Beyond Space Force: Five space opportunities to keep in your orbit

Space Force grabs a lot of attention but they aren't the only space game in town as immixGroup analyst Lloyd McCoy explains.

In a recent immixGroup commentary for Washington Technology, we urged the vendor community to focus beyond the 2020 Census for opportunities in the Department of Commerce. The same advice applies to opportunities in space-based defense. The media darling is the U.S. Space Force, but sales opportunities extend far beyond that branch of service.

Indeed, with Congress and the White House working on the final version of the 2021 National Defense Authorization Act (NDAA), outer space has become a high priority.(In fact, the Space Force was established in the fiscal 2020 NDAA.) That’s important for vendors selling into the federal government. NDAA is a critical budget document, establishing funding levels and setting policy for the Department of Defense. The issues discussed in the document provide real insight into DOD priorities over the next year or more.

To that end, 2021’s NDAA will call for a greater emphasis on the military’s use of space. In particular, the budget authorization document will focus on developing the infrastructure and technologies that will enable build-out of space-based assets.

All told, more than $15 billion will be dedicated to space programs in 2021. These programs, dispersed across many different agencies, will all require cross-domain technological solutions for ground stations, defensive cyber capabilities, system engineering, command and control and analytics.

For space-based systems, the main requirements will involve command and control, tracking technologies and analytic solutions. Data transport and battle management solutions will be in demand as data traverses terrestrial and space domains.

Let’s look at where we expect IT solutions to be most needed in the space domain: 

Space Systems Command (SSC)

This newly announced organization within the Space Force will be made up in large part from the current Space and Missile Systems Center. SSC will provide acquisition support for the Space Force for developing, acquiring, fielding and sustaining military space weapons.

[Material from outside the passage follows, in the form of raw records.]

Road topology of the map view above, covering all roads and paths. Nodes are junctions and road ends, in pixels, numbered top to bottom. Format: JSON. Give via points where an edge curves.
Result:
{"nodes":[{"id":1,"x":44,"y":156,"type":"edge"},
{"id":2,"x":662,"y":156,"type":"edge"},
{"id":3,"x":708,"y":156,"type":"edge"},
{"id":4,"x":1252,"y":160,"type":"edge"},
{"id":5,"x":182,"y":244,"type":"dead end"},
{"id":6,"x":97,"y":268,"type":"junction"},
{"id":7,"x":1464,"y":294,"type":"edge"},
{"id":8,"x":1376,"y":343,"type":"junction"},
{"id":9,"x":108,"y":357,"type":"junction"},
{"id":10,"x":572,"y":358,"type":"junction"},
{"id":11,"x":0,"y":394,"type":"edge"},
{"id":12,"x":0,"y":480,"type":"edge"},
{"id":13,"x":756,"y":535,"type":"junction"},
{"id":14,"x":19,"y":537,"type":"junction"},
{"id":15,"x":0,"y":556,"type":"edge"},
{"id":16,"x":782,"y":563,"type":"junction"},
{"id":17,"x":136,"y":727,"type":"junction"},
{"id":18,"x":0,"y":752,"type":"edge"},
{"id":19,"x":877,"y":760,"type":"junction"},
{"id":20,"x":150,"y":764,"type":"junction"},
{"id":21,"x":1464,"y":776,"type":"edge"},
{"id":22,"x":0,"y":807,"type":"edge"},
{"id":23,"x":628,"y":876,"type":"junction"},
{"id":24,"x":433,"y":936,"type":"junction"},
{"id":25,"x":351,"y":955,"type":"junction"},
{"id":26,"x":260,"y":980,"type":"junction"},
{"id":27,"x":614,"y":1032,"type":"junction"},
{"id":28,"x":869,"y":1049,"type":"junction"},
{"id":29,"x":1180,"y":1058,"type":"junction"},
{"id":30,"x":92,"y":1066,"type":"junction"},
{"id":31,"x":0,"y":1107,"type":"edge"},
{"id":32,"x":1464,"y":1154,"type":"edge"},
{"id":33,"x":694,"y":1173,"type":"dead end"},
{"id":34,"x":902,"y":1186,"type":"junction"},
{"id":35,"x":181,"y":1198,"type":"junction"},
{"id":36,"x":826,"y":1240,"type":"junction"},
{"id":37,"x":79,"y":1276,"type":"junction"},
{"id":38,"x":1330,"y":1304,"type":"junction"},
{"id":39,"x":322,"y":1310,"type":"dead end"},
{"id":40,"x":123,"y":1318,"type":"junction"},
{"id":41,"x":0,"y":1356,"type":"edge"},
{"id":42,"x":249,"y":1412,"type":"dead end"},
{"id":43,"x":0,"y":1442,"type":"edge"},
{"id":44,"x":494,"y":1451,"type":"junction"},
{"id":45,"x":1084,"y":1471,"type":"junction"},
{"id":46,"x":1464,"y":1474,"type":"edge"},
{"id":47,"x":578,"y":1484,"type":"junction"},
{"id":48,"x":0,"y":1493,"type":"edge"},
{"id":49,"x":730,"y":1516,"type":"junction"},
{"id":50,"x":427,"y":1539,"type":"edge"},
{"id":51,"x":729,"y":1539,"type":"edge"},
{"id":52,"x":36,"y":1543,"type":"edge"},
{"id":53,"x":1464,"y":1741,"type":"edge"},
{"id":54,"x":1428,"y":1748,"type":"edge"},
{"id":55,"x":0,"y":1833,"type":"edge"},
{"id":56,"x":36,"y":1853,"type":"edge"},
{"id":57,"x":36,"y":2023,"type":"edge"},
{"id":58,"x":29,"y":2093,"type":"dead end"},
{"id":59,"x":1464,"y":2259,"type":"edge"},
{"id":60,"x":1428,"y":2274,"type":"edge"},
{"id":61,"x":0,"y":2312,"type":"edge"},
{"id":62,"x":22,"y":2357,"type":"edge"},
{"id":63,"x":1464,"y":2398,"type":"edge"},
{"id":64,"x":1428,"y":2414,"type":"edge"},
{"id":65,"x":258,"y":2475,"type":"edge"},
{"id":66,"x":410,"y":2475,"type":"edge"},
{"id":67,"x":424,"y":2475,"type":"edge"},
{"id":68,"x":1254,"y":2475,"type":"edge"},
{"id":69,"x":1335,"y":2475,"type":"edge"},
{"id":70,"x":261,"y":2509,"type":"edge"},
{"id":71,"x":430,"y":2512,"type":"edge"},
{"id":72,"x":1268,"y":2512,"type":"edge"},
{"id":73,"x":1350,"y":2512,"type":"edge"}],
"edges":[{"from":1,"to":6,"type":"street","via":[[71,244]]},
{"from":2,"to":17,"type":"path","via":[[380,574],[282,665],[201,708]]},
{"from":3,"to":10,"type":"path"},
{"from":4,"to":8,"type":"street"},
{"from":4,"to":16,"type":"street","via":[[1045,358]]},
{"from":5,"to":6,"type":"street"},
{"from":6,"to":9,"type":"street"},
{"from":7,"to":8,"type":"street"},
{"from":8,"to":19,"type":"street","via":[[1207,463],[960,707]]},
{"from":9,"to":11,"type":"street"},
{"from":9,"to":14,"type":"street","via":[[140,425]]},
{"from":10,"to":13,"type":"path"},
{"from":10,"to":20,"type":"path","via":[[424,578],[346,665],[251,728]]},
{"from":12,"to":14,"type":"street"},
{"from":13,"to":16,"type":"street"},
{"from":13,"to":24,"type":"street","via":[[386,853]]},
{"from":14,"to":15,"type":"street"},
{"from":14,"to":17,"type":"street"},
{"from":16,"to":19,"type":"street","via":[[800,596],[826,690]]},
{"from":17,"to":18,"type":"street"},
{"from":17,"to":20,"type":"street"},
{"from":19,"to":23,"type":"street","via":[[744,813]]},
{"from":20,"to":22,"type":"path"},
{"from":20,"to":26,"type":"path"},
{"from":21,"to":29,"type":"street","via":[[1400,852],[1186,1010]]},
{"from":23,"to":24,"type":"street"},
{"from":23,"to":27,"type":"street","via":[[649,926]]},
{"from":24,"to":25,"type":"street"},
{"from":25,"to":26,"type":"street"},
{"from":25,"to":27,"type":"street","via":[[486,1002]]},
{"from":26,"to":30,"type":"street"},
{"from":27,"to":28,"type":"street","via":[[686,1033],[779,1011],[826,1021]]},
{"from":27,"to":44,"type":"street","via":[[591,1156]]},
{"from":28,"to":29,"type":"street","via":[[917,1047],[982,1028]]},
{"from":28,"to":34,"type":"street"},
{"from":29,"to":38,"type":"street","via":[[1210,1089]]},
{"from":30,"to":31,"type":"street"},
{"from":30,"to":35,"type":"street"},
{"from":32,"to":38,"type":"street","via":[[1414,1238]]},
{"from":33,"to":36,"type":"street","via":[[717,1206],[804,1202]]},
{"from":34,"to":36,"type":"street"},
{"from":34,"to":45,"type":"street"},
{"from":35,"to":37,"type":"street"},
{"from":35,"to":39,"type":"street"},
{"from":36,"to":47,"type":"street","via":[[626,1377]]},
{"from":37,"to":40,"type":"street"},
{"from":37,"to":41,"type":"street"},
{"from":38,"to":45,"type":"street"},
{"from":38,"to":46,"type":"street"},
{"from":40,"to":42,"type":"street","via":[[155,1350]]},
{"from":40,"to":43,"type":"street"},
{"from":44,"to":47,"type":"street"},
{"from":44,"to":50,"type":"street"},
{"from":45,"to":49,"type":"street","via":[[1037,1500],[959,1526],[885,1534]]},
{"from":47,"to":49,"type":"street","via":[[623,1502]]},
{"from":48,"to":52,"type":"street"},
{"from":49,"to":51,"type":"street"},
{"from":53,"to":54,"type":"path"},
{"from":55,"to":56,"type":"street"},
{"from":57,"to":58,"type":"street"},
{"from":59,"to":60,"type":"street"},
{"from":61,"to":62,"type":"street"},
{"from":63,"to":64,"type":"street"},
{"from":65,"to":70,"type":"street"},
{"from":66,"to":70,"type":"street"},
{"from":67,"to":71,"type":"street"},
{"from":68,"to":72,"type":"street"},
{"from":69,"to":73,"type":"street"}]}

The SSC’s focus will be to improve surveillance and warning capabilities in space, as well as funding R&D projects to support the Space Force’s operational arm, Space Operations Command. Cloud-based AI and data library tools are likely to be the subject of ongoing requirements because of the growing demand for analysis and storage of data from both satellites and ground stations. Other areas of interest for SSC will be security solutions for space-based assets and the use of 5G networks to support mission fulfillment.

Navy Program Executive Office Space Systems (PEO Space Systems)

The Navy has historically played a major role in developing, deploying, sustaining and influencing space-based capabilities for naval, joint and allied operations. In particular, this branch of service is responsible for DOD’s UHF narrowband satellite communications (SATCOM). Because it is the most effective SATCOM frequency for penetrating jungle foliage, inclement weather and urban terrain, the UHF spectrum is the military’s communications workhorse for disadvantaged, tactical warfighters on the move. Look for more communications requirements to come from this PEO. It’s likely that the organization will eventually roll up into the SSC, but for now it remains its own entity.

U.S. Army Space and Missile Defense Command

USASMDC/ARSTRAT conducts space and missile defense operations and provides planning, integration, control and coordination of Army forces and capabilities in support of U.S. Strategic Command missions (strategic deterrence, integrated missile defense, and space operations). It serves as the Army force modernization proponent for space, high altitude and global missile defense, and serves as the Army operational integrator for global missile defense.

USASMDC/ARSTRAT builds future space and missile defense forces for tomorrow by researching, testing and integrating space, missile defense, cyber, directed energy, hypersonic and related technologies for the future. As with PEO Space Systems, this activity is likely to eventually come under the SSC’s aegis.

The National Reconnaissance Office

NRO is a member of the U.S. Intelligence Community and runs and operates classified overhead satellites. Its budget is classified, but numbers in the billions. The NRO designs, builds, launches, and operates the reconnaissance satellites of the U.S. federal government, providing satellite intelligence to several government agencies, including signals intelligence to the National Security Agency, imagery intelligence to the National Geospatial Agency, and measurement and signature intelligence to the Defense Intelligence Agency.

Space Development Agency

The SDA falls under the Office of the Undersecretary of Defense for Research and Engineering, although it is scheduled to move under the Space Force in 2022. This organization plans to spend $11 billion over the next five years to build out a sensor layer that will allow the military to detect and track what the U.S. believes to be one of the most credible threats in coming years – namely, hypersonic missiles traversing the atmosphere at breakneck speeds.

Supplementing this sensor layer will be a similar space-based system, led by the Missile Defense Agency, that will focus on targeting hypersonic missile attacks. Over the next decade, the DOD will be pouring billions of dollars into these integrated detection and defense satellite constellations.

It is true that in time these IT sales opportunities will, in all likelihood roll up under the Space Force. For at least the next five years, however, DOD’s space programs are solid prospects for both legacy communications and surveillance programs and for the emerging market opportunities to support emerging and maturing satellite constellation operational capabilities.